En frente de ellos, se levantaba una obra de cemento intercalada con palos de bambú, tal vez un futuro hotel donde laburaban unos tipos que me miraron aceradamente cuando me acerqué a la futura infraestructura. Una mirada que me invitaba sin rodeos a retirarme de aquella parte de la isla. Ahora mismo. Entre los obreros reconocí al tipo que hacía unas horas lucía una camiseta del Inter de Milán.
Ahora iba descamisado, sobresalía su musculada silueta y caminaba rápido en dirección al resto de los muchachos, reclamando a gritos rotundos su parte del botín. De pronto los tres formaron un todo humano y se refugiaron en un cobertizo donde arreglaron las cuentas. Entonces descubrí que la chica no se había llevado ninguna comisión, como me había asegurado el de las trenzas. Ella los miraba a veces desde una lejanía cercana y luego miraba en dirección a mí. Yo estaba un poco lejos de ella, subido ya en la patera azul que me llevaría a Conakry y la saludé con una mano tímida, pero no estaba seguro de si me veía. No estaba seguro.
Rumbo a Conakry, meciéndonos sobre la patera, alejándonos de Room, bordeábamos ahora a un número considerable de barcos encallados cerca de tierra. Los veías ahí, informes, siniestros, esqueléticamente férricos, oxidados e invadidos por hombres escuálidos subidos a los restos de chapa, donde pescaban o deambulaban sin sentido.

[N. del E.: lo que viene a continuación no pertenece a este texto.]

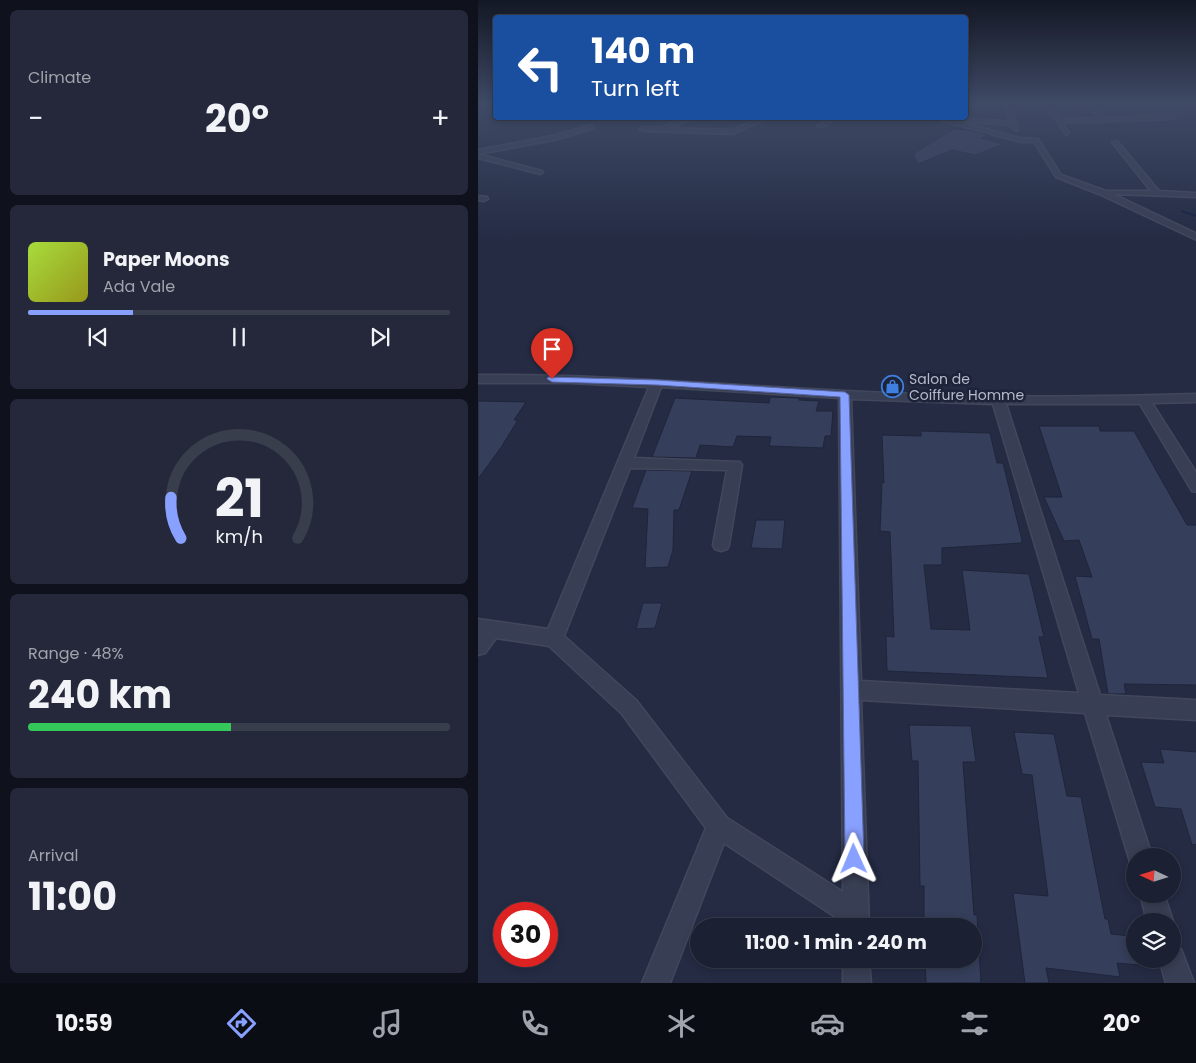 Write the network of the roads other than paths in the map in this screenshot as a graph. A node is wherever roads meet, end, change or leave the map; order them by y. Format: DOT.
graph roads {
  1 [pos="1042,150"];
  2 [pos="1121,150"];
  3 [pos="478,156"];
  4 [pos="540,172"];
  5 [pos="1102,192"];
  6 [pos="1157,194"];
  7 [pos="1196,195"];
  8 [pos="1196,238"];
  9 [pos="478,379"];
  10 [pos="657,383"];
  11 [pos="845,395"];
  12 [pos="1196,398"];
  13 [pos="998,400"];
  14 [pos="1144,400"];
  15 [pos="625,463"];
  16 [pos="1196,487"];
  17 [pos="721,545"];
  18 [pos="485,628"];
  19 [pos="554,638"];
  20 [pos="478,647"];
  21 [pos="852,690"];
  22 [pos="1092,704"];
  23 [pos="1196,710"];
  24 [pos="719,826"];
  25 [pos="1137,848"];
  26 [pos="851,918"];
  27 [pos="855,918"];
  28 [pos="856,968"];
  29 [pos="1175,968"];
  30 [pos="656,983"];
  31 [pos="857,983"];
  32 [pos="1180,983"];
  1 -- 5 [label="street"];
  2 -- 6 [label="street"];
  3 -- 4 [label="street"];
  5 -- 6 [label="street"];
  5 -- 8 [label="street"];
  6 -- 7 [label="street"];
  9 -- 10 [label="street"];
  10 -- 11 [label="street"];
  10 -- 15 [label="street"];
  11 -- 13 [label="street"];
  11 -- 21 [label="street"];
  12 -- 14 [label="street"];
  13 -- 14 [label="street"];
  13 -- 22 [label="street"];
  14 -- 16 [label="street"];
  15 -- 17 [label="street"];
  15 -- 19 [label="street"];
  18 -- 19 [label="street"];
  18 -- 20 [label="street"];
  19 -- 24 [label="street"];
  21 -- 22 [label="street"];
  21 -- 27 [label="street"];
  22 -- 23 [label="street"];
  22 -- 25 [label="street"];
  24 -- 26 [label="street"];
  24 -- 30 [label="street"];
  28 -- 31 [label="street"];
  29 -- 32 [label="street"];
}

Fue en medio de este cementerio de chatarra donde la patera se paró de pronto, a unos trescientos metros de la costa. El barco zozobraba, titubeaba, no avanzábamos. Dentro del barco de madera reinaba el silencio, y la calma. Tras varios intentos desesperados y tranquilos, el patrón logró poner de nuevo en marcha el motor, ante la risotada general. “Otros barcos no consiguen arrancar, amigazo”, me dijo uno de los tripulantes.
En el Boulvinet Port me esperaba Samory con el brazo levantado. Caminé sobre el puerto, cuyo trajín inagotable me empujó hacia una esquina cubierta de un zinc polvoriento. En ese rincón, acabé de pagarle al patrón el montante acordado por la mañana y me dio por pensar en la pasta que estos capitanes de barco se llevan, y también me dio por pensar si no sería este mismo patrón uno de los que acercan a sus compatriotas a las costas canarias completamente hacinados.
Y me dio por pensar en la frase de mi casero acusando a Guinea Conakry de país peligroso, o en la frase de Monique que decía que en Guinea Conakry no había nada. Lo que no sabíamos es que la nada era rica e inmensa. Eso ya lo pensé bajo un cielo estrellado a la noche, en Conakry, la ciudad que no existía.